::: SOURCE DATA :::

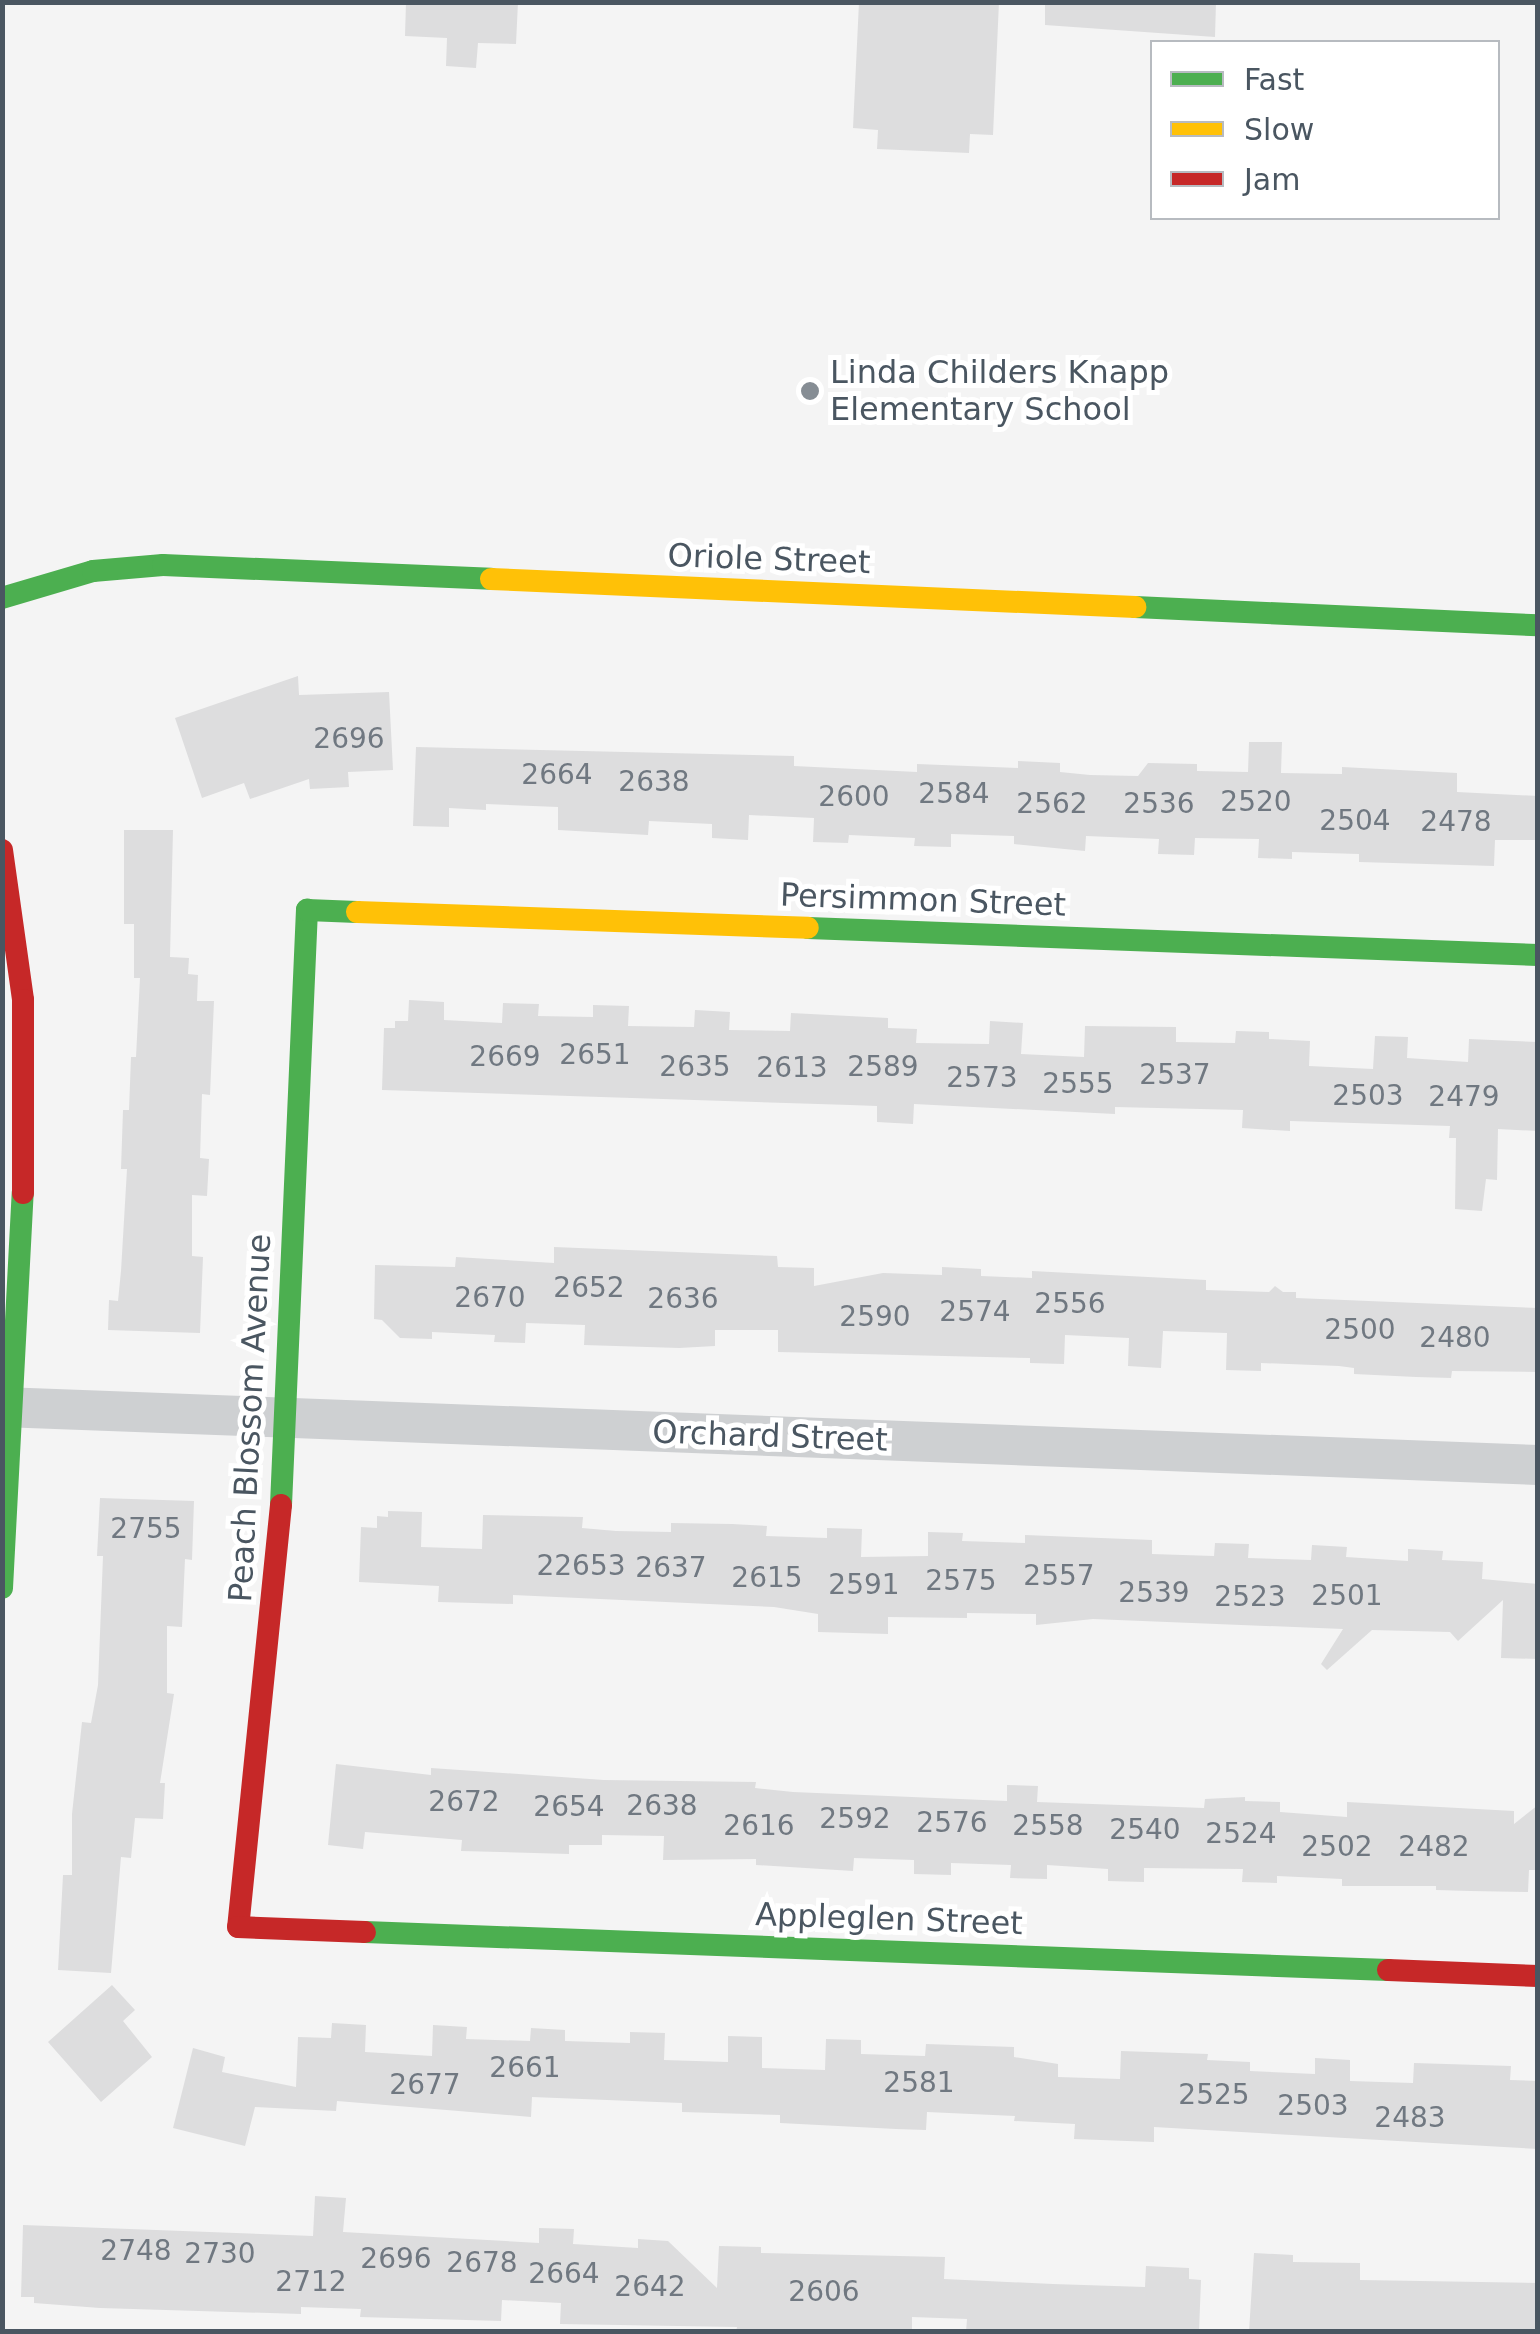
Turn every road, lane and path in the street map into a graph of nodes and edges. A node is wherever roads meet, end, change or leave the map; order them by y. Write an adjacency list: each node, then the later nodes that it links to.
1 (2, 598): 2 (street, Oriole Street)
2 (1538, 625)
3 (2, 850): 6 (street)
4 (307, 910): 5 (street, Persimmon Street); 7 (street, Peach Blossom Avenue)
5 (1538, 955)
6 (9, 1407): 7 (street, Orchard Street); 9 (street)
7 (285, 1418): 8 (street, Orchard Street); 10 (street, Peach Blossom Avenue)
8 (1538, 1465)
9 (2, 1588)
10 (238, 1927): 11 (street, Appleglen Street)
11 (1538, 1976)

:::

▶ _PROBLEM REQUIREMENTS_: Print every entry exactly. Pictures are not part of the copy.

▶ _OUTPUT OF THE TASK_:
Turn every road, lane and path in the street map into a graph of nodes and edges. A node is wherever roads meet, end, change or leave the map; order them by y. Write an adjacency list: each node, then the later nodes that it links to.
1 (2, 598): 2 (street, Oriole Street)
2 (1538, 625)
3 (2, 850): 6 (street)
4 (307, 910): 5 (street, Persimmon Street); 7 (street, Peach Blossom Avenue)
5 (1538, 955)
6 (9, 1407): 7 (street, Orchard Street); 9 (street)
7 (285, 1418): 8 (street, Orchard Street); 10 (street, Peach Blossom Avenue)
8 (1538, 1465)
9 (2, 1588)
10 (238, 1927): 11 (street, Appleglen Street)
11 (1538, 1976)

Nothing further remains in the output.